Other ocean mammals also have subcutaneous fat. It's the fat layer under their skin that keeps them warm. Whale blubber, seal blubber, walrus blubber. Human blubber. Chimpanzees and the great apes don't have subcutaneous fat. When humans get old, neither do they. That's why aged people's skin is so thin and wrinkled. The subcutaneous fat goes away. It's disappearance causes them to get cold.
I went to bed early last night. I worked out the woods again for a while. Long enough for me to get cuts and scrapes on my old skin that will take forever to heal. I'm wearing two large band-aids with antiseptic cream built in. They work pretty good and absolutely helps my old skin heal faster.
After I had spent an hour or so out in the woods I moved my remaining tomato plants over to my brother's greenhouse. We had already discussed where to put them. His wife was born in the Chinese Year of the Dragon. She had to be consulted about what goes where in her greenhouse.
My brother had dug a post hole for me to build the framework to put the bucket with the plants growing out of the bottom. That's how I knew he had consulted with his wife and she was okay with me erecting the frame where we put it.
It was a simple affair. My brother had closed the end of the metal hoops the plastic sheeting is stretched over with some preserved wood 4"X4" posts. I placed another 4X4 in the post hole and then used two 2"X4" studs to nail the studs to the sides of the standing 4X4's to create the open space between them.
The cheap plastic buckets with the hole in the bottom of them were placed on top of the 2X4s with the tomato plants dropped down between them. The frame is located on the southwest corner of the greenhouse in order for them to get as much of the winter sun as possible.
I fixed two of the plastic buckets I bought for less than $4 a piece at the paint department of Wal-Mart. I thought I could use the metal handles to hang the buckets up with some strong twine. That didn't work because the weight of the dirt was too much for the plastic the buckets were made of, and they come out right away. That's why I had to set them on a ledge.
The tomato plant in one of the buckets got chopped off when the handle on the bucket broke and fell down on my outside deck. I stuck the broken stalk in some root hormone powder and then thrust it up into the bottom of the bucket again. It worked for a while. Yesterday when I set the buckets on the frame I saw the effort had failed.
The one tomato plant that lived produced a few small tomatoes during the summer. Since growing tomatoes upside down is an experiment for me that I tried for the first time I didn't know what to expect, and so even a few tomatoes were satisfying.
In the late summer and early fall (to date) lots more tomato fruit showed up. I counted the tomatoes on that one bush and there were 25 tomatoes about the size of a golf ball.

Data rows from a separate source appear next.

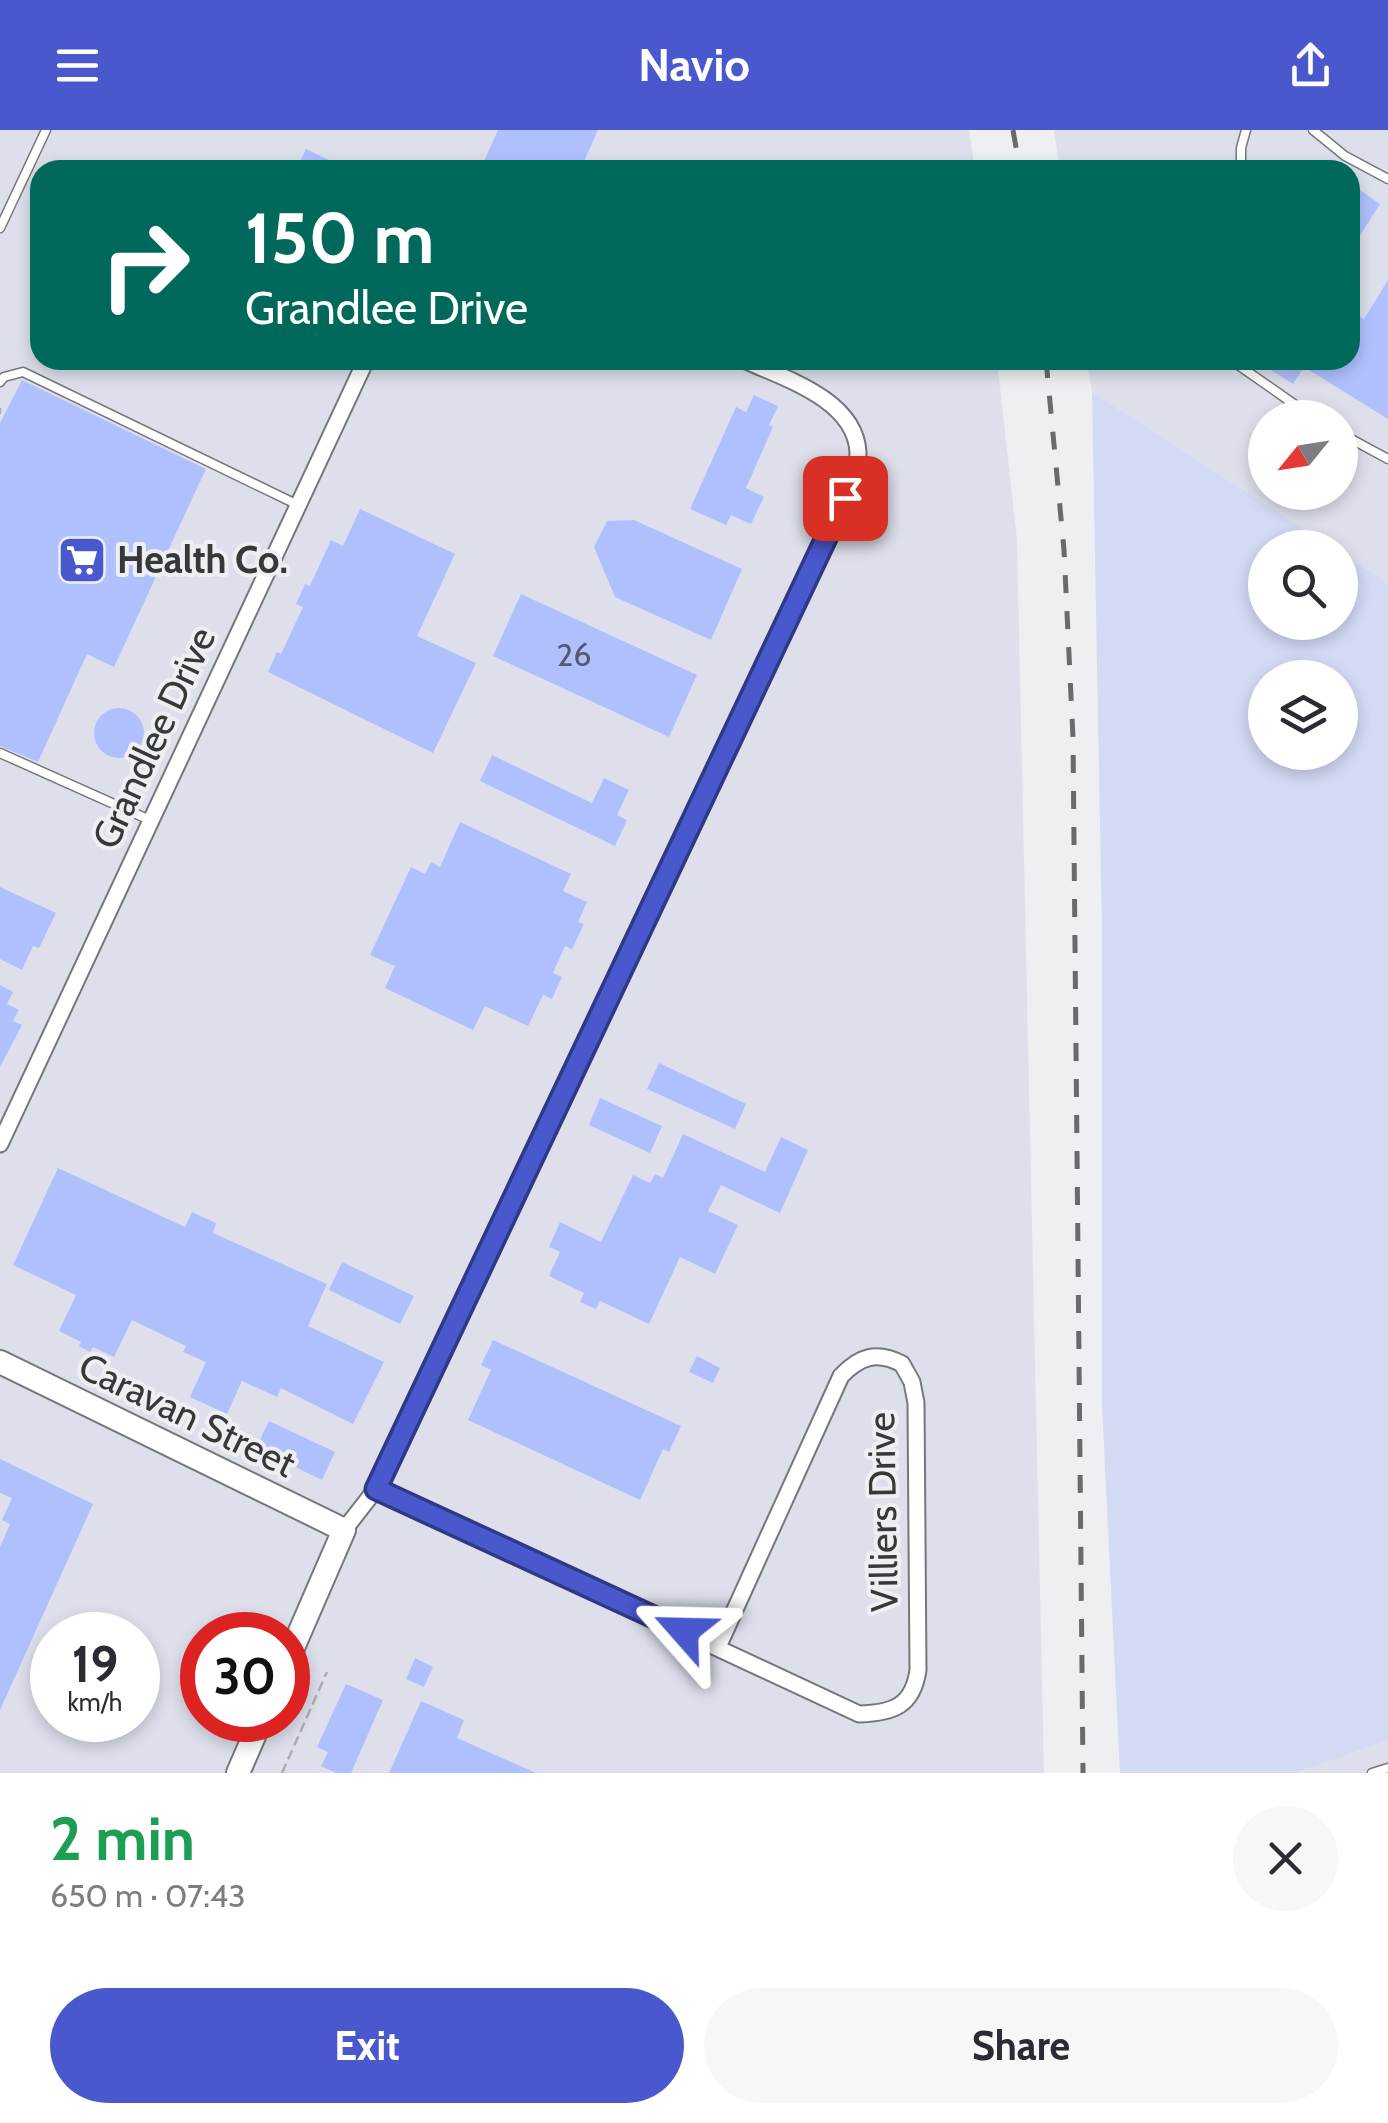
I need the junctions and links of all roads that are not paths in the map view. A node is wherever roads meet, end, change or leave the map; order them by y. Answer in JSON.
{"nodes":[{"id":1,"x":46,"y":130,"type":"edge"},
{"id":2,"x":1246,"y":130,"type":"edge"},
{"id":3,"x":1313,"y":130,"type":"edge"},
{"id":4,"x":32,"y":160,"type":"edge"},
{"id":5,"x":1241,"y":160,"type":"edge"},
{"id":6,"x":1352,"y":160,"type":"edge"},
{"id":7,"x":30,"y":164,"type":"edge"},
{"id":8,"x":1360,"y":164,"type":"edge"},
{"id":9,"x":1388,"y":179,"type":"edge"},
{"id":10,"x":0,"y":228,"type":"edge"},
{"id":11,"x":361,"y":370,"type":"edge"},
{"id":12,"x":765,"y":370,"type":"edge"},
{"id":13,"x":1245,"y":370,"type":"edge"},
{"id":14,"x":0,"y":382,"type":"edge"},
{"id":15,"x":1288,"y":400,"type":"edge"},
{"id":16,"x":1358,"y":443,"type":"edge"},
{"id":17,"x":1388,"y":459,"type":"edge"},
{"id":18,"x":298,"y":505,"type":"junction"},
{"id":19,"x":0,"y":753,"type":"edge"},
{"id":20,"x":152,"y":821,"type":"junction"},
{"id":21,"x":0,"y":1144,"type":"edge"},
{"id":22,"x":0,"y":1362,"type":"edge"},
{"id":23,"x":376,"y":1489,"type":"junction"},
{"id":24,"x":344,"y":1530,"type":"junction"},
{"id":25,"x":308,"y":1612,"type":"edge"},
{"id":26,"x":718,"y":1647,"type":"junction"},
{"id":27,"x":251,"y":1742,"type":"edge"},
{"id":28,"x":1388,"y":1768,"type":"edge"},
{"id":29,"x":238,"y":1773,"type":"edge"},
{"id":30,"x":1372,"y":1773,"type":"edge"}],
"edges":[{"from":1,"to":4,"type":"lane"},
{"from":2,"to":5,"type":"lane"},
{"from":3,"to":6,"type":"lane"},
{"from":7,"to":10,"type":"lane"},
{"from":8,"to":9,"type":"lane"},
{"from":11,"to":18,"type":"street","name":"Grandlee Drive"},
{"from":12,"to":23,"type":"street"},
{"from":13,"to":15,"type":"lane"},
{"from":14,"to":18,"type":"lane"},
{"from":16,"to":17,"type":"lane"},
{"from":18,"to":20,"type":"street","name":"Grandlee Drive"},
{"from":19,"to":20,"type":"lane"},
{"from":20,"to":21,"type":"street","name":"Grandlee Drive"},
{"from":22,"to":24,"type":"street","name":"Caravan Street"},
{"from":23,"to":24,"type":"street"},
{"from":23,"to":26,"type":"street","name":"Villiers Drive"},
{"from":24,"to":25,"type":"street"},
{"from":26,"to":26,"type":"street","name":"Villiers Drive"},
{"from":27,"to":29,"type":"street"},
{"from":28,"to":30,"type":"lane"}]}
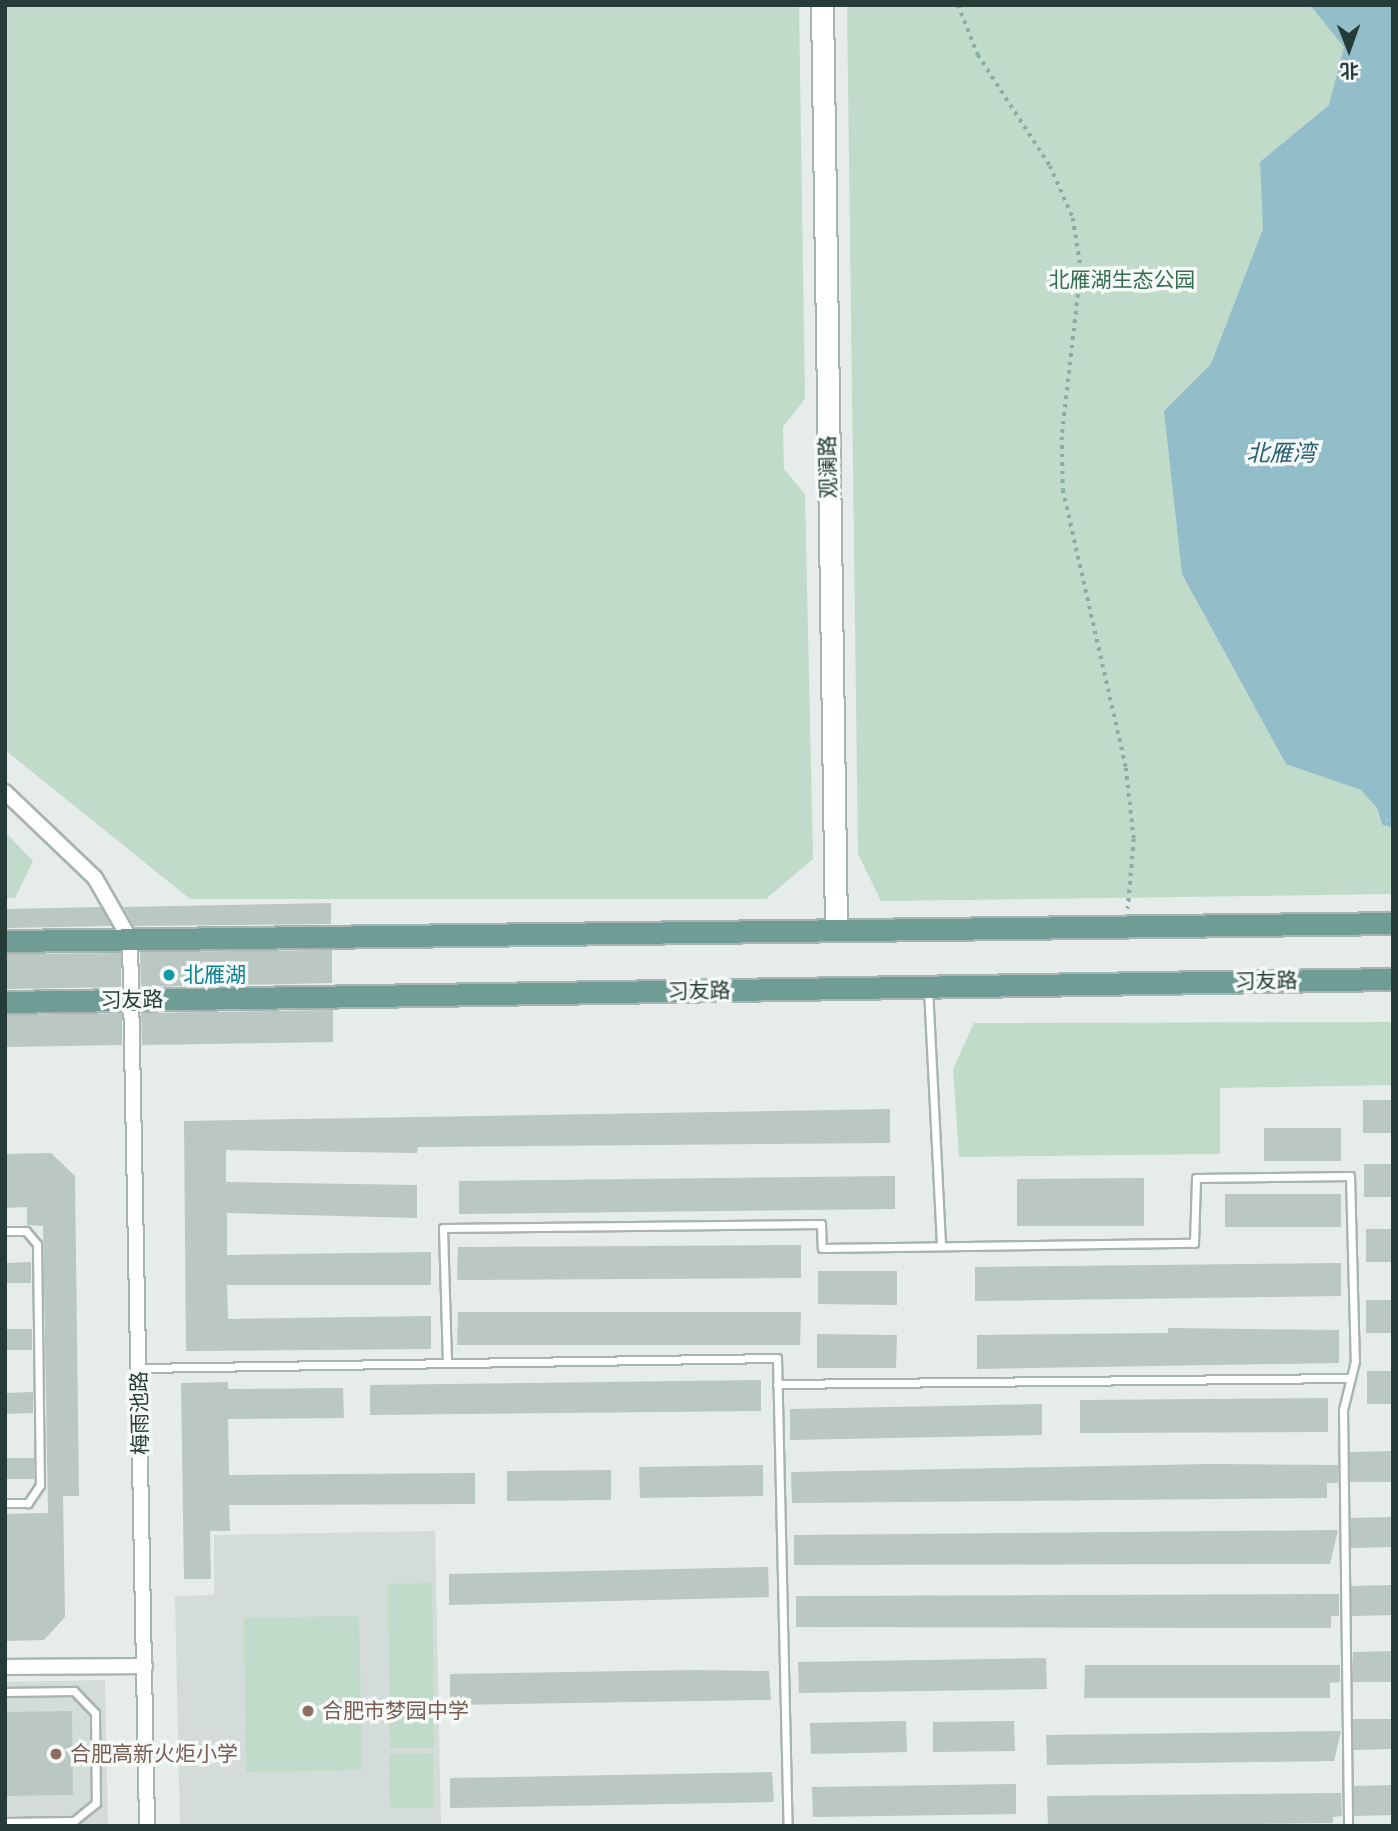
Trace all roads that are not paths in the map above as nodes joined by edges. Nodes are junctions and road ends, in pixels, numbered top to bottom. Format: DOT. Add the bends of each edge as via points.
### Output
graph roads {
  1 [pos="822,5"];
  2 [pos="5,792"];
  3 [pos="1393,923"];
  4 [pos="836,928"];
  5 [pos="130,939"];
  6 [pos="5,941"];
  7 [pos="1393,979"];
  8 [pos="928,987"];
  9 [pos="134,1000"];
  10 [pos="5,1002"];
  11 [pos="5,1231"];
  12 [pos="941,1246"];
  13 [pos="447,1363"];
  14 [pos="140,1368"];
  15 [pos="1350,1378"];
  16 [pos="777,1384"];
  17 [pos="5,1503"];
  18 [pos="145,1666"];
  19 [pos="5,1667"];
  20 [pos="5,1692"];
  21 [pos="5,1822"];
  22 [pos="147,1826"];
  23 [pos="788,1826"];
  24 [pos="1348,1826"];
  1 -- 4 [label="street, 观澜路"];
  2 -- 5 [label="street" via="95,878"];
  3 -- 4 [label="main road"];
  4 -- 5 [label="main road"];
  5 -- 6 [label="main road"];
  5 -- 9 [label="street, 梅雨池路"];
  7 -- 8 [label="main road, 习友路"];
  8 -- 9 [label="main road, 习友路"];
  8 -- 12 [label="lane"];
  9 -- 10 [label="main road, 习友路"];
  9 -- 14 [label="street, 梅雨池路"];
  11 -- 17 [label="lane" via="26,1231 37,1244 40,1485 28,1503"];
  12 -- 13 [label="lane" via="822,1248 821,1224 443,1228"];
  12 -- 15 [label="lane" via="1195,1243 1196,1178 1350,1176"];
  13 -- 14 [label="lane"];
  13 -- 16 [label="lane" via="777,1358"];
  14 -- 18 [label="street, 梅雨池路"];
  15 -- 16 [label="lane"];
  15 -- 24 [label="lane" via="1343,1410"];
  16 -- 23 [label="lane"];
  18 -- 19 [label="street"];
  18 -- 22 [label="street, 梅雨池路"];
  20 -- 21 [label="lane" via="74,1691 95,1713 96,1802 74,1821"];
}
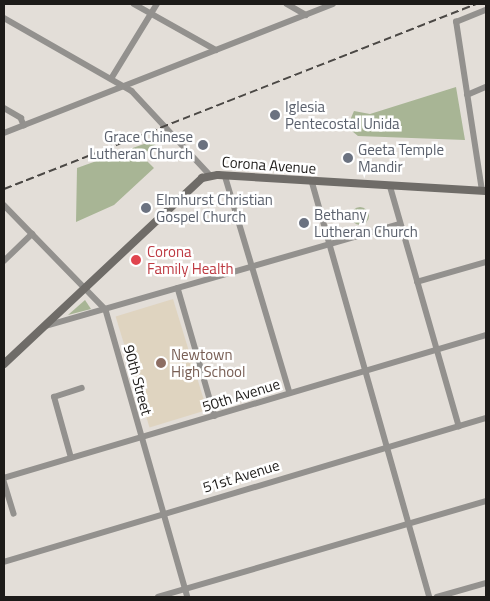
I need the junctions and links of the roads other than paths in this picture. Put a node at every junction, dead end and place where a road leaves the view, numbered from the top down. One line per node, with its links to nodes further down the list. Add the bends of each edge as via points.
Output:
1 (134, 4): 6 (street)
2 (157, 4): 6 (street)
3 (287, 4): 7 (street)
4 (333, 4): 7 (street)
5 (486, 10): 13 (street, via 456,22)
6 (151, 14): 9 (street); 10 (street)
7 (306, 15): 9 (street)
8 (4, 18): 10 (street)
9 (216, 50): 11 (street)
10 (111, 79): 11 (street)
11 (123, 86): 15 (street); 18 (street, via 170,130)
12 (486, 87): 13 (street)
13 (467, 95): 17 (street)
14 (4, 108): 15 (street, via 22,118)
15 (24, 125): 16 (street)
16 (4, 133)
17 (483, 174): 22 (street)
18 (210, 175): 19 (street, Corona Avenue); 31 (street, Corona Avenue, via 198,180)
19 (225, 175): 20 (street, Corona Avenue); 29 (street)
20 (312, 181): 21 (street, Corona Avenue); 26 (street)
21 (390, 186): 22 (street, Corona Avenue); 24 (street)
22 (484, 191)
23 (4, 205): 25 (street, 90th Street)
24 (400, 224): 26 (street); 30 (street)
25 (32, 234): 27 (street); 31 (street, 90th Street)
26 (327, 245): 29 (street); 38 (street)
27 (4, 261)
28 (486, 262): 30 (street)
29 (252, 267): 32 (street); 40 (street)
30 (418, 282): 36 (street)
31 (85, 288): 33 (street, 90th Street); 34 (street, Corona Avenue)
32 (178, 288): 33 (street); 41 (street)
33 (106, 310): 34 (street); 44 (street, 90th Street)
34 (41, 328): 37 (street, Corona Avenue)
35 (486, 335): 36 (street, 50th Avenue)
36 (437, 349): 38 (street, 50th Avenue); 43 (street)
37 (4, 364)
38 (364, 371): 40 (street, 50th Avenue); 45 (street)
39 (82, 388): 46 (street, via 54,396)
40 (290, 393): 41 (street, 50th Avenue)
41 (215, 416): 44 (street, 50th Avenue)
42 (486, 418): 43 (street, 51st Avenue)
43 (459, 426): 45 (street, 51st Avenue)
44 (141, 438): 46 (street, 50th Avenue); 50 (street, 90th Street)
45 (386, 446): 50 (street, 51st Avenue); 51 (street)
46 (71, 458): 47 (street, 50th Avenue)
47 (4, 479): 49 (street)
48 (486, 501): 51 (street)
49 (14, 513)
50 (162, 513): 52 (street, 51st Avenue); 54 (street, 90th Street)
51 (409, 524): 54 (street); 57 (street)
52 (4, 562)
53 (486, 583): 58 (street)
54 (185, 589): 55 (street); 56 (street, 90th Street)
55 (158, 597)
56 (188, 597)
57 (430, 597)
58 (437, 597)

All of them look very healthy. One of them fell off while I was moving it. I'm hoping the remaining one will get ripe.
My brother and sister-in-law are watching what happens like a couple of red-tailed hawks. They've been using the greenhouse mostly for keeping their potted plants safe from the frost and cold of winter. If these tomatoes work out they'll probably start growing winter tomatoes themselves. They may not be any tastier than the store-bought tomatoes, but at least we'll know where they came from.